Richemont Group today announced its financial results for the year ending March 31 2012, with its watch sales up 31%, covering brands such as Panerai, Van Cleef & Arpels, Baume & Mercier and Piaget.

The company’s overall annual sales increased 29%, totalling €8.8 billion (£7.1bn), incorporating its jewellery, watch, fashion and luxury goods divisions.

A breakdown of the results show that Richemont’s operating profit rose by 51 % to €2 billion (£1.59bn), while its share dividends increased 22%.

Its specialist watchmakers, which also include Vacheron Constantin, Jaeger-LeCoulter, A. Lange & Sohne, Cartier, IWC and Roger Dubuis, also helped to drive sales.

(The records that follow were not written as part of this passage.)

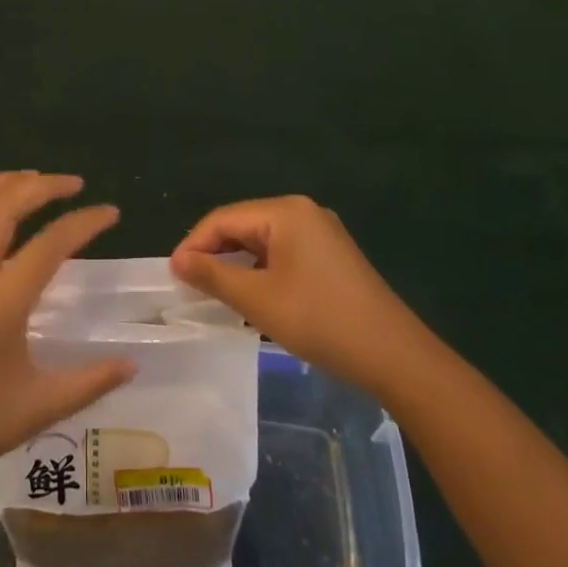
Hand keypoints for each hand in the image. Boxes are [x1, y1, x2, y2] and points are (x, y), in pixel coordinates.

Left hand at [0, 172, 134, 499]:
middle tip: (73, 184)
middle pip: (4, 205)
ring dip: (0, 184)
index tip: (110, 212)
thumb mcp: (38, 408)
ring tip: (29, 180)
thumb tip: (132, 364)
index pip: (50, 244)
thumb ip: (90, 381)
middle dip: (42, 185)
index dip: (84, 222)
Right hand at [171, 196, 423, 392]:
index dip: (194, 244)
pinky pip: (283, 253)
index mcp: (285, 211)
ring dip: (237, 265)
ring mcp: (321, 233)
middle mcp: (303, 212)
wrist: (394, 355)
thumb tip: (178, 260)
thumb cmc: (319, 320)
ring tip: (214, 293)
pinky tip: (252, 296)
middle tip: (189, 286)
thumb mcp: (257, 300)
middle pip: (243, 225)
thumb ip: (213, 275)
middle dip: (214, 253)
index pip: (223, 218)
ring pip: (262, 241)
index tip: (173, 275)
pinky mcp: (331, 256)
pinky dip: (261, 271)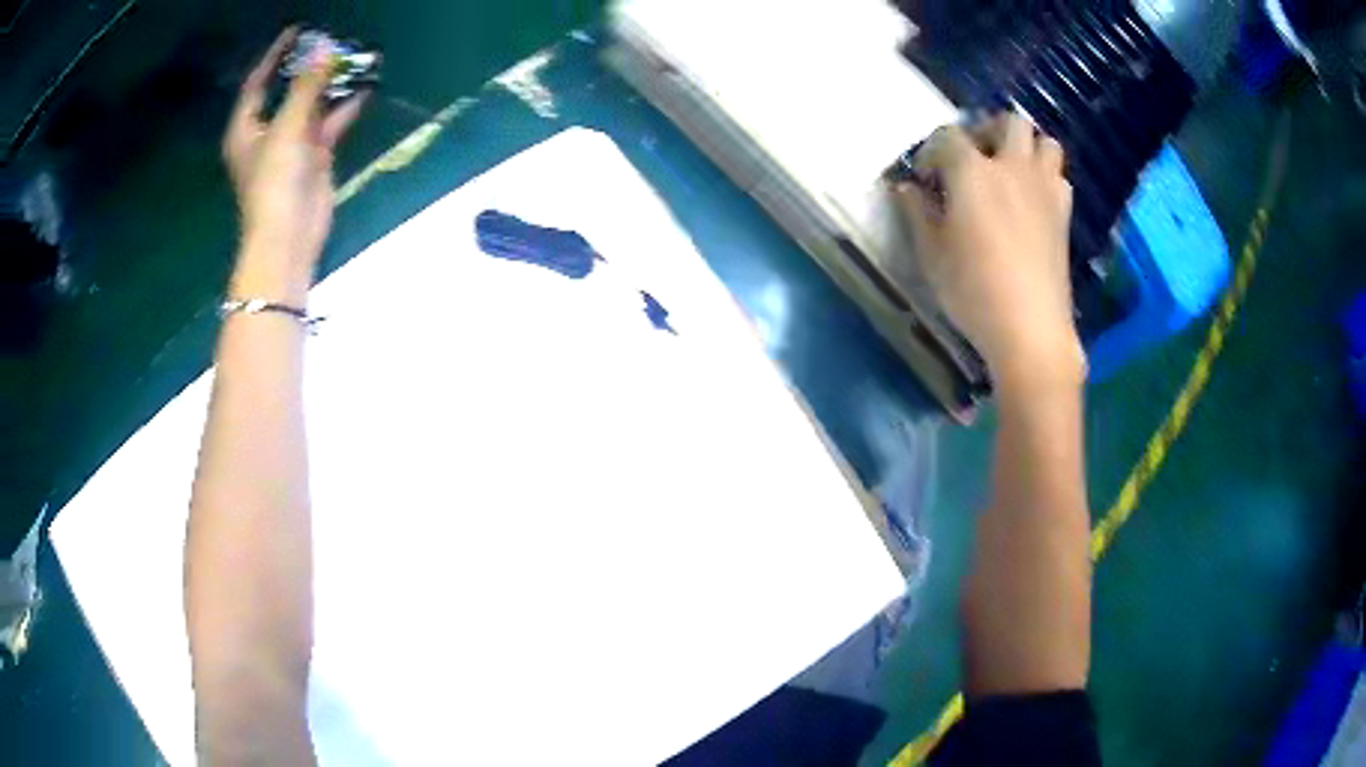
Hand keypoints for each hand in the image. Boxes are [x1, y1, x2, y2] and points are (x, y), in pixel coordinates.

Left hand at [223, 27, 366, 303]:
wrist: (289, 236)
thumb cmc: (274, 183)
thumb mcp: (286, 129)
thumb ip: (305, 87)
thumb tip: (325, 49)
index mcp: (247, 128)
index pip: (258, 83)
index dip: (274, 56)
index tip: (296, 31)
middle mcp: (267, 132)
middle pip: (287, 90)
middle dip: (308, 67)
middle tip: (332, 41)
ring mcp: (292, 145)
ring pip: (312, 105)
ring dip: (331, 85)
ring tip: (353, 58)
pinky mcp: (314, 157)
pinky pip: (329, 123)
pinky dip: (344, 108)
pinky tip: (363, 89)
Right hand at [895, 113, 1082, 392]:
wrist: (1030, 328)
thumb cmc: (973, 290)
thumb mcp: (931, 254)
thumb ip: (917, 213)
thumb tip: (906, 188)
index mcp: (972, 172)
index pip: (947, 136)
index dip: (932, 151)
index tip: (925, 177)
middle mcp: (1011, 167)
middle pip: (1009, 123)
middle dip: (988, 131)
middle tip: (974, 157)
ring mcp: (1043, 189)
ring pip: (1044, 142)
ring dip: (1026, 148)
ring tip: (1009, 171)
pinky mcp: (1063, 214)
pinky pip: (1059, 176)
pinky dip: (1046, 177)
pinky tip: (1032, 200)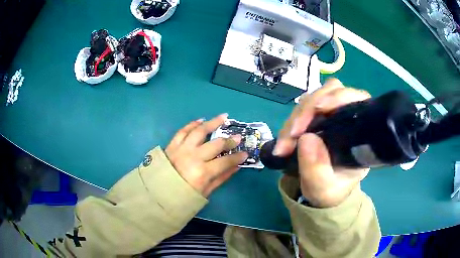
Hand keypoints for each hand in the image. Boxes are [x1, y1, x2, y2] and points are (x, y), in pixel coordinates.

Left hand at [165, 114, 247, 196]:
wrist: (157, 194)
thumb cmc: (183, 196)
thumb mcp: (205, 192)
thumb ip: (221, 178)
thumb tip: (236, 166)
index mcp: (202, 172)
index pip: (225, 161)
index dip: (237, 157)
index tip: (245, 153)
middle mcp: (193, 157)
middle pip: (216, 144)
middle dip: (229, 140)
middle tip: (237, 137)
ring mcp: (181, 149)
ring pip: (199, 131)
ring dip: (212, 122)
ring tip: (223, 117)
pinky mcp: (172, 145)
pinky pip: (183, 131)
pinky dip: (192, 124)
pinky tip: (201, 120)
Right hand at [275, 78, 370, 207]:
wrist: (323, 191)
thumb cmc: (331, 190)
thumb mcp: (324, 188)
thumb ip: (317, 170)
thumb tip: (306, 139)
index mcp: (360, 131)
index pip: (356, 99)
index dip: (339, 97)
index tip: (320, 108)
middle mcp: (347, 117)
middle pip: (329, 93)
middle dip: (307, 111)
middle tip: (291, 136)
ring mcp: (330, 114)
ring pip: (311, 99)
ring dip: (295, 118)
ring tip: (284, 145)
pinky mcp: (315, 117)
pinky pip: (300, 110)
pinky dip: (290, 122)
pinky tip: (285, 139)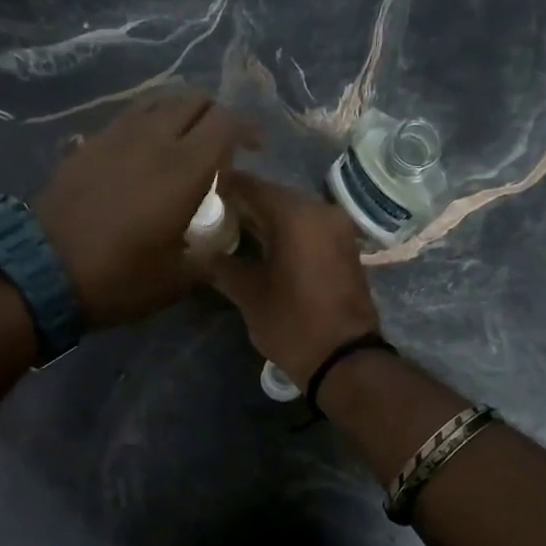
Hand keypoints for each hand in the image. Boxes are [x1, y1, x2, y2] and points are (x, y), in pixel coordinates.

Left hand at [33, 91, 259, 327]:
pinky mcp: (88, 143)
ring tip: (184, 139)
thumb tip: (218, 244)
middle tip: (221, 144)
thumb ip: (209, 256)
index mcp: (185, 169)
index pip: (227, 122)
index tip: (256, 148)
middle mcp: (154, 140)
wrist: (44, 271)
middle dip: (216, 116)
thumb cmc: (119, 278)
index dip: (248, 128)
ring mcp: (116, 136)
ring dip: (180, 112)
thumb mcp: (177, 280)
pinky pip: (128, 116)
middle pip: (194, 100)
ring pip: (159, 100)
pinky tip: (145, 149)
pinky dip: (148, 122)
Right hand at [204, 171, 381, 381]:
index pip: (251, 186)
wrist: (345, 358)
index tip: (200, 194)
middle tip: (213, 216)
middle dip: (244, 204)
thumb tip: (199, 253)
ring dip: (265, 219)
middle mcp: (320, 210)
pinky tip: (264, 247)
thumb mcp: (249, 296)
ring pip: (292, 212)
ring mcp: (337, 227)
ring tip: (234, 233)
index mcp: (294, 215)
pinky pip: (309, 227)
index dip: (223, 188)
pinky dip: (286, 232)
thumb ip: (222, 266)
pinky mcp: (345, 246)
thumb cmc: (292, 323)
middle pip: (273, 196)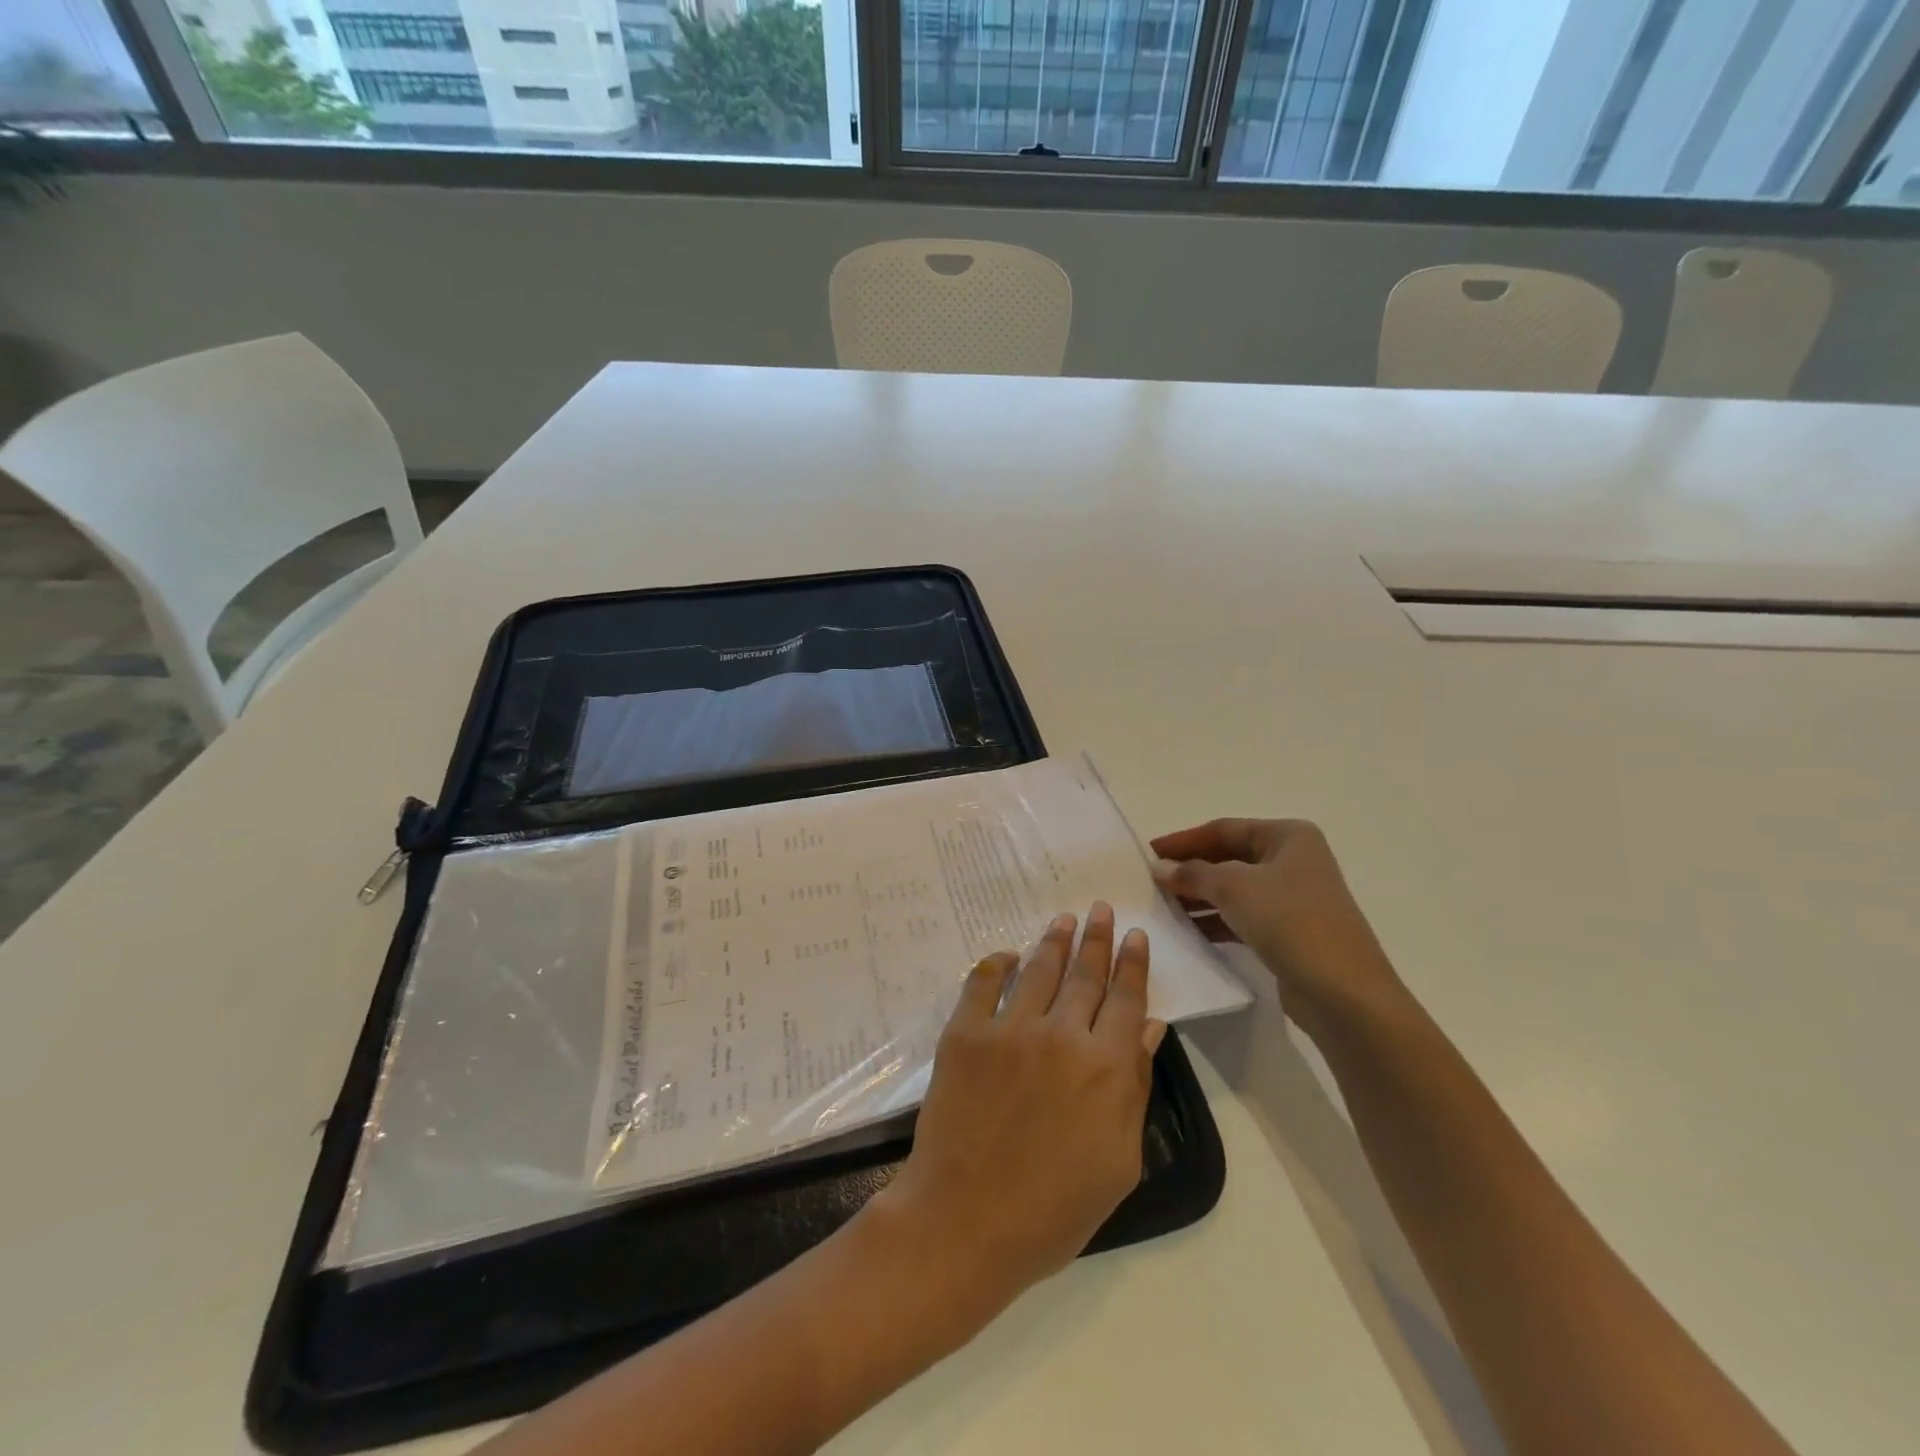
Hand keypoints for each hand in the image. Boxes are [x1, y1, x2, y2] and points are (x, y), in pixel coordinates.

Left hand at [867, 903, 1164, 1333]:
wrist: (965, 1222)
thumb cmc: (1053, 1209)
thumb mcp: (1118, 1162)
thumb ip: (1135, 1088)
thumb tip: (1151, 1029)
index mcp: (1105, 1067)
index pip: (1126, 999)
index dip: (1133, 964)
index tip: (1137, 936)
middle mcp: (1061, 1034)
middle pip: (1085, 974)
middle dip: (1097, 938)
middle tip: (1100, 908)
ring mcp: (1008, 1029)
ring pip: (1039, 969)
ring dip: (1054, 940)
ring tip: (1064, 919)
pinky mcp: (964, 1033)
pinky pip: (982, 983)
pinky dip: (996, 963)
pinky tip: (1007, 953)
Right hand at [1150, 819, 1411, 1045]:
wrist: (1344, 993)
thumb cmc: (1291, 921)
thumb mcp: (1234, 888)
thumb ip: (1193, 873)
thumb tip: (1160, 868)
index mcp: (1288, 837)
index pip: (1223, 829)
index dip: (1183, 840)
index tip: (1147, 852)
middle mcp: (1293, 861)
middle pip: (1229, 857)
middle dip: (1190, 869)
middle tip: (1151, 881)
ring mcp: (1294, 898)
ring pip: (1234, 889)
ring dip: (1199, 897)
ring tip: (1162, 906)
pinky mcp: (1290, 932)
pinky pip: (1243, 917)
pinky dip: (1215, 921)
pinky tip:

Richemont’s watch sales increased 31% to €2.3 billion (£1.8bn) in the year ending March 31, and all of its brands are said to have improved their performance following last year’s negatively impacted sales owing to the restructuring and re-launch of Baume & Mercier. Its jewellery sales, in comparison, increased by 32%.

Richemont said: “Overcoming higher input costs and the strength of the Swiss franc, the operating margin [of our watchmakers] increased to 23%, reflecting the solid demand for premium watches and strong pricing power.”

As a standalone brand, Montblanc’s sales totalled €723 million (£577m), up 8% year-on-year, driven by demand for the its watches and accessories.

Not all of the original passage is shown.